Pick out each line in these entries that contains the string "Baltimore".
▼
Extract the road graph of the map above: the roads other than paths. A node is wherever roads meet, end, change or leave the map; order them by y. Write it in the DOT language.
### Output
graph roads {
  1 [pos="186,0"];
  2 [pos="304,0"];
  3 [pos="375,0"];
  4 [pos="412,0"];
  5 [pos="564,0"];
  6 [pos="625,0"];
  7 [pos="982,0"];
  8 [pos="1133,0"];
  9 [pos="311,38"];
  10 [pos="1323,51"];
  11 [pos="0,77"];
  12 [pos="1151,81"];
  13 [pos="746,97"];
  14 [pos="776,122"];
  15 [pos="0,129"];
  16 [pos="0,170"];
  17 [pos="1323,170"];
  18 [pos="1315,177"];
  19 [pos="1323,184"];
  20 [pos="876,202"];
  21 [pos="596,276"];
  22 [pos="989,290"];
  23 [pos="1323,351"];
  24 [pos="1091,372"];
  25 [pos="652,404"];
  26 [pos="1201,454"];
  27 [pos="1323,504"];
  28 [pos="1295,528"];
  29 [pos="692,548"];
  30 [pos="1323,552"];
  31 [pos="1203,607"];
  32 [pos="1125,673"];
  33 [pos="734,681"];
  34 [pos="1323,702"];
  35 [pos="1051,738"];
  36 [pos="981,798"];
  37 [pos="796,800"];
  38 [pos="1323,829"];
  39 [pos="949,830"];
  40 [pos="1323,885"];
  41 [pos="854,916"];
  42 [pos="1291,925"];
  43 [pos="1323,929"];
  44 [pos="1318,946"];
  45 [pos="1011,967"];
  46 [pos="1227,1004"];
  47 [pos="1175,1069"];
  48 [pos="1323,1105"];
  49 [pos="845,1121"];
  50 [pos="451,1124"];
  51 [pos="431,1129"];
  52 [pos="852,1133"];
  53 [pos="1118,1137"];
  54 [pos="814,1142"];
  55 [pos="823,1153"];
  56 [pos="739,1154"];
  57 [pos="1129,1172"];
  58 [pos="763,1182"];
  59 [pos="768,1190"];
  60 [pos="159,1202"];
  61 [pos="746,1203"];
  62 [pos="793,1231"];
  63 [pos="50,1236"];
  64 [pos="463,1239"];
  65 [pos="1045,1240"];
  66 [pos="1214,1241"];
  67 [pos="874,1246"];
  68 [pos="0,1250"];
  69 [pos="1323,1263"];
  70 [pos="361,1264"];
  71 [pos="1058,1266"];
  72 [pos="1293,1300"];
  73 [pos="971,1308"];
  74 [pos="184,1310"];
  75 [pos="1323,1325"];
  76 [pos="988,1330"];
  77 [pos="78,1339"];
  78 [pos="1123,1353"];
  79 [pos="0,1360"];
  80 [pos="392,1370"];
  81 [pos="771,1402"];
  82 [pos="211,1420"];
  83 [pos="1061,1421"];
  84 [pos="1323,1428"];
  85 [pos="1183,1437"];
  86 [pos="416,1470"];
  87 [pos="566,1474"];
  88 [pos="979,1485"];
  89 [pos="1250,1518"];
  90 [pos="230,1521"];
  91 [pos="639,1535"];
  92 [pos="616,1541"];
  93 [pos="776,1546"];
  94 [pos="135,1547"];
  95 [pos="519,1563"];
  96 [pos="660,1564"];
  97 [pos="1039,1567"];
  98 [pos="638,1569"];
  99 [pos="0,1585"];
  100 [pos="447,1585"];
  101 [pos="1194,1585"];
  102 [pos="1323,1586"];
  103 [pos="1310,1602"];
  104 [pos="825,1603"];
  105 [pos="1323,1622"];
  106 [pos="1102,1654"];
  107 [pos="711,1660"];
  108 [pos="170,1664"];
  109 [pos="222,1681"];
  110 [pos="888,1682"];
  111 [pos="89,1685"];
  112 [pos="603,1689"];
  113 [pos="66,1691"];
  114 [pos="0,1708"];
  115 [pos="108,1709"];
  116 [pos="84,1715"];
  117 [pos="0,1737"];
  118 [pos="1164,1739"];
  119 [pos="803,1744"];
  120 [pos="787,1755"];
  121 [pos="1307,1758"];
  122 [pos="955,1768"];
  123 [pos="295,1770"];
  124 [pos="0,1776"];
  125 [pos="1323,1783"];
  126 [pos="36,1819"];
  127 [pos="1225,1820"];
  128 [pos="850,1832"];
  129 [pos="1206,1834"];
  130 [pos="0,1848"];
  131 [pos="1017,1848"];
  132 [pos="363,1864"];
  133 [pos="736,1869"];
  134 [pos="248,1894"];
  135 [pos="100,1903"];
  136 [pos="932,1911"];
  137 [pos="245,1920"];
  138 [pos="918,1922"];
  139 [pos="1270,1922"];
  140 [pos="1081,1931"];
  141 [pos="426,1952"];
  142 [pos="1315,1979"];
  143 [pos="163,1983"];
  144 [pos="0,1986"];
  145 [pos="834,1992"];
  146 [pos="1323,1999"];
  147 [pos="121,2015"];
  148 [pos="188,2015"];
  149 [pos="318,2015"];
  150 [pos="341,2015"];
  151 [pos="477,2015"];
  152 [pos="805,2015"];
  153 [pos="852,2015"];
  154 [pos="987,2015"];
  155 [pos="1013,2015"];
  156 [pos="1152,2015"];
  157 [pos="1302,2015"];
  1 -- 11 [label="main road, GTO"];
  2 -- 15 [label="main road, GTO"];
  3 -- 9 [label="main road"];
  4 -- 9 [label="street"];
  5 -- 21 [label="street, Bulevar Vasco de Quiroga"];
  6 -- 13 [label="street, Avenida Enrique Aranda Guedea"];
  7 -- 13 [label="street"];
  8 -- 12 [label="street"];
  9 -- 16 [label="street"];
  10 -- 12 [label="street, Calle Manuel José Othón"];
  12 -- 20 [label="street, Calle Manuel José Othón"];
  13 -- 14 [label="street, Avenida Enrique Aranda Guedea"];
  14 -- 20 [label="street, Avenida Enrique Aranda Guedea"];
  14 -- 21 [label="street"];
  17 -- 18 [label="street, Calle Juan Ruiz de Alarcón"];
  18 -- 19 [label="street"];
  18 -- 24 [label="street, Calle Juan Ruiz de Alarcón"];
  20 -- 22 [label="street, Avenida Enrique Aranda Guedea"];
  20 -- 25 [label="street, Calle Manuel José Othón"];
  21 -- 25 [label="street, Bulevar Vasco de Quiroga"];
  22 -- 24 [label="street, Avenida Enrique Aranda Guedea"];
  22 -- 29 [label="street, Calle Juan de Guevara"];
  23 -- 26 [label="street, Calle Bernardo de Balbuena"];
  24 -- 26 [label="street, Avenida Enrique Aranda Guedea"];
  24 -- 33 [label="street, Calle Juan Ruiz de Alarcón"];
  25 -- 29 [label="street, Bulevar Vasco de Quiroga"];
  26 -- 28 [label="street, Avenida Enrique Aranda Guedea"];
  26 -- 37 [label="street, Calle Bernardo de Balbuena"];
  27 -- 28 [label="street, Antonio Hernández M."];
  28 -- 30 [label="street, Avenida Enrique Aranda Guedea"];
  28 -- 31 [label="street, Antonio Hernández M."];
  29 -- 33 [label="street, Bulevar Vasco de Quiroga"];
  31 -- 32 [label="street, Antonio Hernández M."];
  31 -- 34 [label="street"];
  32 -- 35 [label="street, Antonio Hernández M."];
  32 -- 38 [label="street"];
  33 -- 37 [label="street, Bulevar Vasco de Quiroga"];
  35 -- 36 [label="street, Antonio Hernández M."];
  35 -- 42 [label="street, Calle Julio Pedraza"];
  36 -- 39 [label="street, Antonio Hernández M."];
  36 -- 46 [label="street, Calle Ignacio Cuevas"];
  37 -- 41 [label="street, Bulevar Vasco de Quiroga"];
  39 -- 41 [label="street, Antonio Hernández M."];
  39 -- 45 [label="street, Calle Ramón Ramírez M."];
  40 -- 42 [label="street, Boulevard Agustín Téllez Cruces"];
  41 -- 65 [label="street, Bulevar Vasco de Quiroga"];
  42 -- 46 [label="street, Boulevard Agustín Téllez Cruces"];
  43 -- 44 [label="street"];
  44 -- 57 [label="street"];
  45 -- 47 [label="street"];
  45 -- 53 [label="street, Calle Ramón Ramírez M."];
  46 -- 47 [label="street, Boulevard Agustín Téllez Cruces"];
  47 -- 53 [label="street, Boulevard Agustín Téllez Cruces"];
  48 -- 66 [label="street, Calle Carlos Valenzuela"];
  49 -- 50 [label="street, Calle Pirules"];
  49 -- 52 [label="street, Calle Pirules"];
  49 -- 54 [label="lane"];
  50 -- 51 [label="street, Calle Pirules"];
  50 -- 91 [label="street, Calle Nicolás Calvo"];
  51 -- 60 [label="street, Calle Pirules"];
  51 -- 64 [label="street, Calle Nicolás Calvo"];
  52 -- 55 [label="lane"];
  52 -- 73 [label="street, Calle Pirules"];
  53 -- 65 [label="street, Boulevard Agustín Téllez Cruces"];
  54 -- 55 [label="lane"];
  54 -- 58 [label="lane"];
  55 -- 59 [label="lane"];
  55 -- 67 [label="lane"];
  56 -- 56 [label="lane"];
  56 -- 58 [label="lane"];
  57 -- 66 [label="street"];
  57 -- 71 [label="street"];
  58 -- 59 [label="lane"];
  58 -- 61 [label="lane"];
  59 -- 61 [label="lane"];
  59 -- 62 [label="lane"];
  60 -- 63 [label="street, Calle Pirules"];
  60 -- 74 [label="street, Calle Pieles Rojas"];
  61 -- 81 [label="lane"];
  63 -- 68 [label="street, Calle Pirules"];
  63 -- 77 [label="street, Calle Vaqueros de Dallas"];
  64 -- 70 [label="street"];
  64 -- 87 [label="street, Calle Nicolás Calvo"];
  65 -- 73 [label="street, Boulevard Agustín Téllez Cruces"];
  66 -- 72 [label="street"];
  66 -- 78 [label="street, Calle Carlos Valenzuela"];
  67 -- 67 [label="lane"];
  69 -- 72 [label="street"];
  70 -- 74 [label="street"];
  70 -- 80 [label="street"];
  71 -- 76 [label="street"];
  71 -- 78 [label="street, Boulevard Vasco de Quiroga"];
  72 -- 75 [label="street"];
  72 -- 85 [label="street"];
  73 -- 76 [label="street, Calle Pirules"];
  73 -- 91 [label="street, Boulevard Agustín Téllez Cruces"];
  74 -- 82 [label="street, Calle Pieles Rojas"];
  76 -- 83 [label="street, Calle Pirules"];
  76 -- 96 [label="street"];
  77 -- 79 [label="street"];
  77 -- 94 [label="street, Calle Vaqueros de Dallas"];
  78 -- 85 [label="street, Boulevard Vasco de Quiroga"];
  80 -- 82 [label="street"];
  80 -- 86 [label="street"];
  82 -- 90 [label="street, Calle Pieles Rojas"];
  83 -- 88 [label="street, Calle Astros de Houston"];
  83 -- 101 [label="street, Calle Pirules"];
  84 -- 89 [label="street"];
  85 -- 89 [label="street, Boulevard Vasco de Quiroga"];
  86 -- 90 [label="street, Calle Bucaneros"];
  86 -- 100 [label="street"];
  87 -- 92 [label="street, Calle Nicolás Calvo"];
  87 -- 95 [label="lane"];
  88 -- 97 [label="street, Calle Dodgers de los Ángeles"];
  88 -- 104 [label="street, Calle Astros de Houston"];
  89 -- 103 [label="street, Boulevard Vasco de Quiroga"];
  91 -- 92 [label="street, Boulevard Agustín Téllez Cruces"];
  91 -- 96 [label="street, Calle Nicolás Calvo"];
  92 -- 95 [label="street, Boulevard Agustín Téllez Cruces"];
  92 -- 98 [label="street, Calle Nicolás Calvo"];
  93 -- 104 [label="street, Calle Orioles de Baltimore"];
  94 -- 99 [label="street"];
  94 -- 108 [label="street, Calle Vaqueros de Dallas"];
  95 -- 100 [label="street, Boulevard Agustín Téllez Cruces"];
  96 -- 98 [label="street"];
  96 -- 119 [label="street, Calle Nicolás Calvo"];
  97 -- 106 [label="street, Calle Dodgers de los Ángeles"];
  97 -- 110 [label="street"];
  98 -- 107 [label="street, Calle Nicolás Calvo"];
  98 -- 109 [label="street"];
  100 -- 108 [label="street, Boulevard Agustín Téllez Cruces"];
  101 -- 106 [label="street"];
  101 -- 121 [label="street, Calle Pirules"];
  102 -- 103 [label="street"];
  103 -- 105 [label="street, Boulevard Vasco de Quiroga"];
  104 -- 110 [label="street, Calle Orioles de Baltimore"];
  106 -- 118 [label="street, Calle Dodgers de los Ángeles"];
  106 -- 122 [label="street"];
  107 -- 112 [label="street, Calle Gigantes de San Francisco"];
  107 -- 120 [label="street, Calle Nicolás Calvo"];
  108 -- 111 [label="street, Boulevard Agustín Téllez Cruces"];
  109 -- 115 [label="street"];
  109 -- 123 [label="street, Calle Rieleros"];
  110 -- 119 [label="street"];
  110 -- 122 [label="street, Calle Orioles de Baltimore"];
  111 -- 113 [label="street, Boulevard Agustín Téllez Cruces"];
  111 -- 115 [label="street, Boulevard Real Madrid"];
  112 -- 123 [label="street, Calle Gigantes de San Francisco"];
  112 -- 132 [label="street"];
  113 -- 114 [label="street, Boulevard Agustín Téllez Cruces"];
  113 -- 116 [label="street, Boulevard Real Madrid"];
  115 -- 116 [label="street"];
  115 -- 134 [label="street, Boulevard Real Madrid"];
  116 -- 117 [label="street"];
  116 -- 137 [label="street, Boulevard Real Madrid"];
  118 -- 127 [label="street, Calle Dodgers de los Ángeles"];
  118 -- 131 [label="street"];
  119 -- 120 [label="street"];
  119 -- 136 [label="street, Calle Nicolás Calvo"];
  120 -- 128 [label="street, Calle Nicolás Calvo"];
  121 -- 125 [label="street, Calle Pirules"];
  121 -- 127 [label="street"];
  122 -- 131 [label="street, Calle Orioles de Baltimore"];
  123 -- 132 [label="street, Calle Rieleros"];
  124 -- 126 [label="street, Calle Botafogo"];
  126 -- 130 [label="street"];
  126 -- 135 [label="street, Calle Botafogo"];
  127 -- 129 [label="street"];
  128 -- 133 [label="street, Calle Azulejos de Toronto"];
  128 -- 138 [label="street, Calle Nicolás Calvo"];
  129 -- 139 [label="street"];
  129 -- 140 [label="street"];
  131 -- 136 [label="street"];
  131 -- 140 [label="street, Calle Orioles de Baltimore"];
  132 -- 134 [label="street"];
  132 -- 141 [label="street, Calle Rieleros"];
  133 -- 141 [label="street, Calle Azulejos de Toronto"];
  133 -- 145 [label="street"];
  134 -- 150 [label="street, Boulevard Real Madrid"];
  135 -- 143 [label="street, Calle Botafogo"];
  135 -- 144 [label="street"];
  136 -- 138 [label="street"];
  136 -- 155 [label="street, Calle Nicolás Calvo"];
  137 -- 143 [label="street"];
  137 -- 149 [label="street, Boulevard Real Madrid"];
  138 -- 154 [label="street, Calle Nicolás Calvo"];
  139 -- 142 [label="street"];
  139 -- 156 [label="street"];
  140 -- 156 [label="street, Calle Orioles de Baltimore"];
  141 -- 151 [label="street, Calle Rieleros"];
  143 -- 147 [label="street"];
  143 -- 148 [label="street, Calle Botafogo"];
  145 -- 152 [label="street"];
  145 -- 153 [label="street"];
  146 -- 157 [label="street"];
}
▲
Output for this exercise:
  93 -- 104 [label="street, Calle Orioles de Baltimore"];
  104 -- 110 [label="street, Calle Orioles de Baltimore"];
  110 -- 122 [label="street, Calle Orioles de Baltimore"];
  122 -- 131 [label="street, Calle Orioles de Baltimore"];
  131 -- 140 [label="street, Calle Orioles de Baltimore"];
  140 -- 156 [label="street, Calle Orioles de Baltimore"];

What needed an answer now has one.